‘’Pereira'yı da atmalıydı!‘’
Bitigen, Abdulkadir’in kırmızısında yanılmadı. Trabzonspor’un kazandığı iki penaltı ve Fernandes’in oyundan atılması da doğruydu. Bitigen’in tek hatası sarı kartı olan Pereira’yı 42’de ikinci bir sarı kartla atmamasıydı!
Dün akşam oynanan maç belki de bu sezonun hakem açısından en zor maçı oldu. Hakem çok sayıda kritik karar verdi. Takım ayırt etmeden, ne gördüyse onu çaldı. Kazananın da kaybedenin de bence hakeme söyleyecek sözü yoktu! 7’de Alanya ceza sahasında Tzavellas’ı, Abdulkadir iterek düşürdü. Sonra Tzavellas, Abdulkadir’e faul yaptı. Burada bir düdük çalınacaksa Alanyaspor lehine olmalıydı. Çünkü ilk faulü Trabzonlu oyuncu yapmıştı.
Her babayiğit çıkaramaz!
25’te Abdulkadir’e çıkan kırmızı kart kolay bir kart değildi. Trabzon’da her babayiğit böyle bir kartı kolay çıkartamaz. Bitigen tereddüt dahi etmedi. Kararı kesinlikle doğruydu.

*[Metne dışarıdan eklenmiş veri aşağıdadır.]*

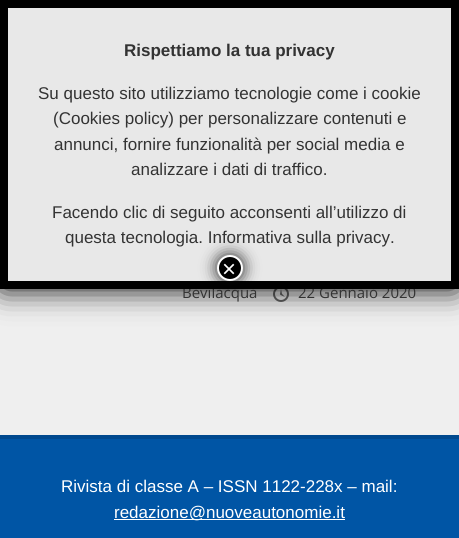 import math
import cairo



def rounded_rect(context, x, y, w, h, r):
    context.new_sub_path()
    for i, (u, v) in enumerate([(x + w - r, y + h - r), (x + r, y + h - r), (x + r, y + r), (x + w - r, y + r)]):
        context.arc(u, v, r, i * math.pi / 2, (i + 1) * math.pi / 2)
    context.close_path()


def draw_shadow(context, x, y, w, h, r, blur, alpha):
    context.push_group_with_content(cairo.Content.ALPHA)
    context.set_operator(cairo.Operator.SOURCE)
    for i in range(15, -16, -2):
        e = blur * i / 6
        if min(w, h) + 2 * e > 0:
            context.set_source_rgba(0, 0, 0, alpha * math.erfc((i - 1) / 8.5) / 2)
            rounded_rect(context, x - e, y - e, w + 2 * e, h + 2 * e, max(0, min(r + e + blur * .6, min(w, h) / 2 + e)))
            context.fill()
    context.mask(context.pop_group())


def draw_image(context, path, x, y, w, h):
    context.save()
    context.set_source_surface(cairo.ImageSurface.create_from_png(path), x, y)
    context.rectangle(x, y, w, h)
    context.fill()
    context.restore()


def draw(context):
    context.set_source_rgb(0, 85 / 255, 165 / 255)
    context.paint()
    context.set_source_rgb(239 / 255, 239 / 255, 239 / 255)
    context.rectangle(0, 289, 459, 146)
    context.fill()
    draw_image(context, "images/1.png", 273, 289, 16, 13)
    context.set_source_rgb(2 / 255, 2 / 255, 2 / 255)
    draw_shadow(context, 0, 0, 459, 289, 3, 15, 1)
    context.set_source_rgb(232 / 255, 232 / 255, 232 / 255)
    context.rectangle(8, 8, 443, 273)
    context.fill()
    context.set_source_rgb(0, 73 / 255, 142 / 255)
    context.rectangle(0, 435, 459, 4)
    context.fill()
    context.set_source_rgb(1, 1, 1)
    context.rectangle(114, 519, 231, 1)
    context.fill()
    context.select_font_face("Open Sans")
    context.set_font_size(15)
    context.set_source_rgb(51 / 255, 51 / 255, 51 / 255)
    context.move_to(182, 298)
    context.show_text("Bevilacqua")
    context.move_to(298, 298)
    context.show_text("22 Gennaio 2020")
    context.new_path()
    context.move_to(4, 4)
    context.line_to(455, 4)
    context.line_to(455, 285)
    context.line_to(4, 285)
    context.close_path()
    context.set_source_rgb(0, 0, 0)
    context.set_line_width(8)
    context.stroke()
    context.set_source_rgb(2 / 255, 2 / 255, 2 / 255)
    draw_shadow(context, 216, 254, 28, 28, 14, 7.5, 0.75)
    context.set_source_rgb(0, 0, 0)
    context.arc(230, 268, 12, 0, 2 * math.pi)
    context.fill_preserve()
    context.set_source_rgb(1, 1, 1)
    context.set_line_width(2)
    context.stroke()
    context.select_font_face("Liberation Sans")
    context.set_font_size(24)
    context.move_to(222, 277)
    context.show_text("×")
    context.set_font_size(17)
    context.set_source_rgb(51 / 255, 51 / 255, 51 / 255)
    context.move_to(65, 243)
    context.show_text("questa tecnologia. Informativa sulla privacy.")
    context.move_to(52, 218)
    context.show_text("Facendo clic di seguito acconsenti all’utilizzo di")
    context.move_to(131, 175)
    context.show_text("analizzare i dati di traffico.")
    context.move_to(54, 150)
    context.show_text("annunci, fornire funzionalità per social media e")
    context.move_to(53, 124)
    context.show_text("(Cookies policy) per personalizzare contenuti e")
    context.move_to(38, 99)
    context.show_text("Su questo sito utilizziamo tecnologie come i cookie")
    context.select_font_face("Liberation Sans", cairo.FontSlant.NORMAL, cairo.FontWeight.BOLD)
    context.move_to(124, 56)
    context.show_text("Rispettiamo la tua privacy")
    context.select_font_face("Liberation Sans")
    context.set_source_rgb(1, 1, 1)
    context.move_to(61, 492)
    context.show_text("Rivista di classe A – ISSN 1122-228x – mail:")
    context.move_to(114, 518)
    context.show_text("redazione@nuoveautonomie.it")


surface = cairo.ImageSurface(cairo.Format.RGB24, 459, 538)
context = cairo.Context(surface)
options = cairo.FontOptions()
options.set_hint_metrics(cairo.HintMetrics.OFF)
options.set_hint_style(cairo.HintStyle.NONE)
context.set_font_options(options)
context.set_miter_limit(4)
draw(context)
surface.write_to_png("out.png") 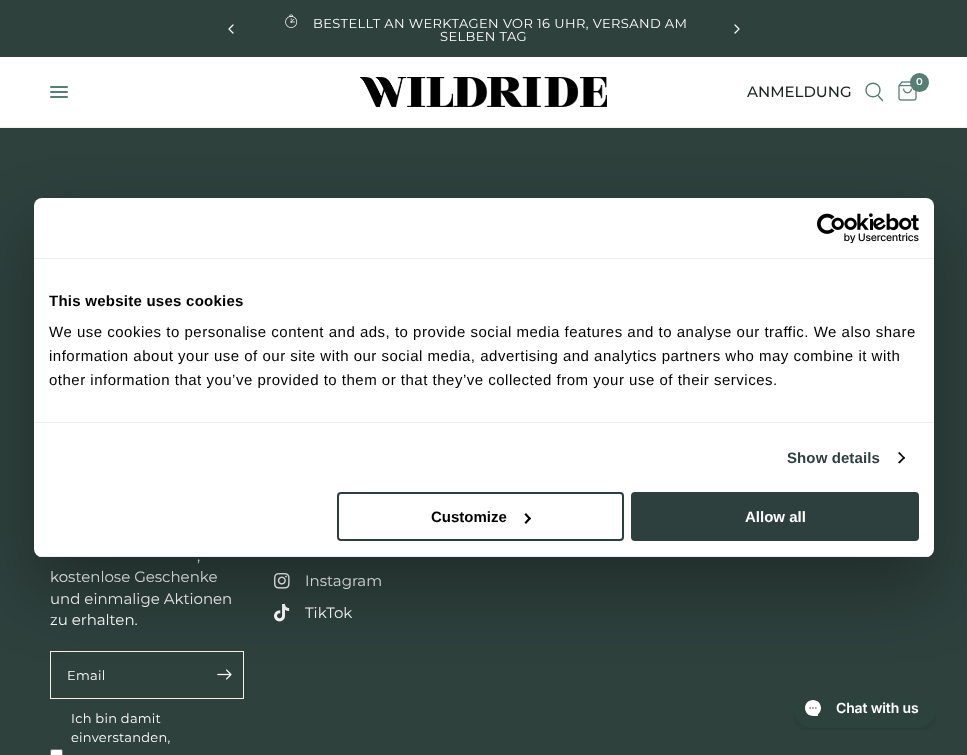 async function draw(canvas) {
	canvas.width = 967;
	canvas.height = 755;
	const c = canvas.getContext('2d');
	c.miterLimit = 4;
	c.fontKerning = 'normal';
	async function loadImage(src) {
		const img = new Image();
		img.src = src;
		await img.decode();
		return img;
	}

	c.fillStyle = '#fff';
	c.fillRect(0, 0, 967, 755);
	c.fillStyle = '#2e413d';
	c.fillRect(0, 0, 967, 57);
	c.beginPath();
	c.moveTo(233, 25);
	c.lineTo(229, 29);
	c.lineTo(233, 33);
	c.strokeStyle = '#fff';
	c.lineWidth = 1.2;
	c.lineCap = 'round';
	c.lineJoin = 'round';
	c.stroke();
	c.drawImage(await loadImage('img1.png'), 285, 14, 13, 14);
	c.letterSpacing = '0.4px';
	c.font = '100 13px Montserrat';
	c.fillStyle = '#fff';
	c.fillText('BESTELLT AN WERKTAGEN VOR 16 UHR, VERSAND AM', 313, 28);
	c.fillText('SELBEN TAG', 440, 41);
	c.beginPath();
	c.moveTo(735, 25);
	c.lineTo(739, 29);
	c.lineTo(735, 33);
	c.stroke();
	c.fillStyle = '#f8f0e7';
	c.fillRect(0, 127, 967, 1);
	c.fillStyle = '#567e73';
	c.beginPath();
	c.roundRect(50, 86, 18, 2, 1);
	c.fill();
	c.beginPath();
	c.roundRect(50, 91, 18, 2, 1);
	c.fill();
	c.beginPath();
	c.roundRect(50, 96, 18, 2, 1);
	c.fill();
	c.drawImage(await loadImage('img2.png'), 360, 77, 247, 30);
	c.letterSpacing = '0px';
	c.font = '500 15px Montserrat';
	c.fillStyle = '#1d2523';
	c.fillText('ANMELDUNG', 747, 97);
	c.beginPath();
	c.moveTo(878, 95.5);
	c.lineTo(882.5, 100.5);
	c.moveTo(880, 90);
	c.bezierCurveTo(880, 99, 866, 99, 866, 90);
	c.bezierCurveTo(866, 81, 880, 81, 880, 90);
	c.closePath();
	c.strokeStyle = '#567e73';
	c.lineWidth = 1.4;
	c.stroke();
	c.drawImage(await loadImage('img3.png'), 898, 81, 19, 20);
	c.fillStyle = '#567e73';
	c.beginPath();
	c.arc(919.5, 82.5, 9.5, 0, 2 * Math.PI);
	c.fill();
	c.font = '600 10px Montserrat';
	c.fillStyle = '#fff';
	c.fillText('0', 916, 85);
	c.fillStyle = '#2e413d';
	c.fillRect(0, 128, 967, 627);
	c.font = '100 15px Montserrat';
	c.fillStyle = '#fff';
	for (const [text, x, y] of [
		[',', 197, 561],
		['kostenlose Geschenke', 50, 582],
		['und einmalige Aktionen', 50, 604],
		['zu erhalten.', 50, 625],
	]) {
		c.fillText(text, x, y);
	}
	c.strokeStyle = '#f8f0e7';
	c.lineWidth = 1;
	c.lineJoin = 'miter';
	c.strokeRect(50.5, 651.5, 193, 47);
	c.letterSpacing = '0.25px';
	c.font = '100 13px Montserrat';
	c.fillText('Email', 67, 680);
	c.drawImage(await loadImage('img4.png'), 217, 669, 15, 11);
	c.fillText('Ich bin damit', 71, 723);
	c.fillText('einverstanden,', 71, 742);
	c.beginPath();
	c.roundRect(50.5, 749.5, 12, 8, 1.5);
	c.fill();
	c.strokeStyle = '#767676';
	c.stroke();
	c.drawImage(await loadImage('img5.png'), 274, 573, 16, 16);
	c.letterSpacing = '0px';
	c.font = '100 15px Montserrat';
	c.fillText('Instagram', 305, 586);
	c.drawImage(await loadImage('img6.png'), 274, 604, 16, 18);
	c.fillText('TikTok', 305, 618);
	c.fillStyle = '#0000004d';
	c.filter = 'blur(34px)';
	c.beginPath();
	c.roundRect(34, 230, 900, 359, 8);
	c.fill();
	c.filter = 'none';
	c.fillStyle = '#fff';
	c.beginPath();
	c.roundRect(34, 198, 900, 359, 8);
	c.fill();
	c.fillStyle = '#eee';
	c.fillRect(34, 258, 900, 1);
	c.drawImage(await loadImage('img7.png'), 817, 213, 102, 30);
	c.fillRect(34, 422, 900, 1);
	c.letterSpacing = '0.25px';
	c.font = 'bold 15px Liberation Sans';
	c.fillStyle = '#000';
	c.fillText('This website uses cookies', 49, 306);
	c.letterSpacing = '0.5px';
	c.font = '15px Liberation Sans';
	for (const [text, x, y] of [
		['We use cookies to personalise content and ads, to provide social media features and to analyse our traffic. We also share', 49, 337],
		['information about your use of our site with our social media, advertising and analytics partners who may combine it with', 49, 361],
		['other information that you’ve provided to them or that they’ve collected from your use of their services.', 49, 385],
	]) {
		c.fillText(text, x, y);
	}
	c.letterSpacing = '0.1px';
	c.font = 'bold 15px Liberation Sans';
	c.fillStyle = '#2e403e';
	c.fillText('Show details', 787, 463);
	c.fillStyle = '#000';
	c.beginPath();
	c.moveTo(899.5, 452);
	c.lineTo(905, 458);
	c.lineTo(904, 459);
	c.lineTo(898, 453);
	c.closePath();
	c.fill();
	c.beginPath();
	c.moveTo(904, 456.5);
	c.lineTo(905, 458);
	c.lineTo(899.5, 463.5);
	c.lineTo(898, 462.5);
	c.closePath();
	c.fill();
	c.save();
	c.beginPath();
	c.roundRect(34, 198, 900, 359, 8);
	c.clip();
	c.fillStyle = '#eee';
	c.fillRect(34, 556, 900, 1);
	c.restore();
	c.beginPath();
	c.roundRect(338, 493, 285, 47, 3);
	c.strokeStyle = '#2e403e';
	c.lineWidth = 2;
	c.stroke();
	c.letterSpacing = '0px';
	c.fillText('Customize', 431, 522);
	c.beginPath();
	c.moveTo(526, 513);
	c.lineTo(531, 518.5);
	c.lineTo(529.5, 520);
	c.lineTo(524.5, 514.5);
	c.closePath();
	c.fill();
	c.beginPath();
	c.moveTo(529.5, 517);
	c.lineTo(531, 518.5);
	c.lineTo(526, 524);
	c.lineTo(524.5, 522.5);
	c.closePath();
	c.fill();
	c.fillStyle = '#2e403e';
	c.beginPath();
	c.roundRect(632, 493, 286, 47, 3);
	c.fill();
	c.stroke();
	c.fillStyle = '#fff';
	c.fillText('Allow all', 745, 522);
	c.drawImage(await loadImage('img8.png'), 794, 700, 142, 30);
}

draw(document.querySelector('canvas'));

Abdulkadir’in ayağı dizinden gergin, kramponun vidaları rakibe dönük, kramponun vidalarıyla ve hız alarak, rakibine zarar verecek güç transferiyle bir müdahalede bulundu. Bu kırmızı kartın tarifi gibiydi.
Eliyle oynadı
42’de Pereira sarı kartı varken, N’Sakala’nın ayağına bastı. Bu dakikada sarı kartı olan Pereira 2. sarı karttan atılsa çok daha doğru olurdu. 64’te Djalma net şekilde eliyle oynadı ve hakem de doğru bir karara imza atarak penaltı düdüğünü çaldı. 80’de bu kez VAR yardımıyla penaltı kararı verildi.
Kırmızı doğru karar
Fernandes’in Hüseyin’in yüzüne gelen elini klasik bir fauldü, beraberinde de sarı kartı gerektirirdi. Fakat verilen bu karara Fernandes sınırları zorlayacak şekilde tepki gösterince hakem de doğru bir şekilde oyundan attı. Direkt kırmızı kartla bile atabilirdi.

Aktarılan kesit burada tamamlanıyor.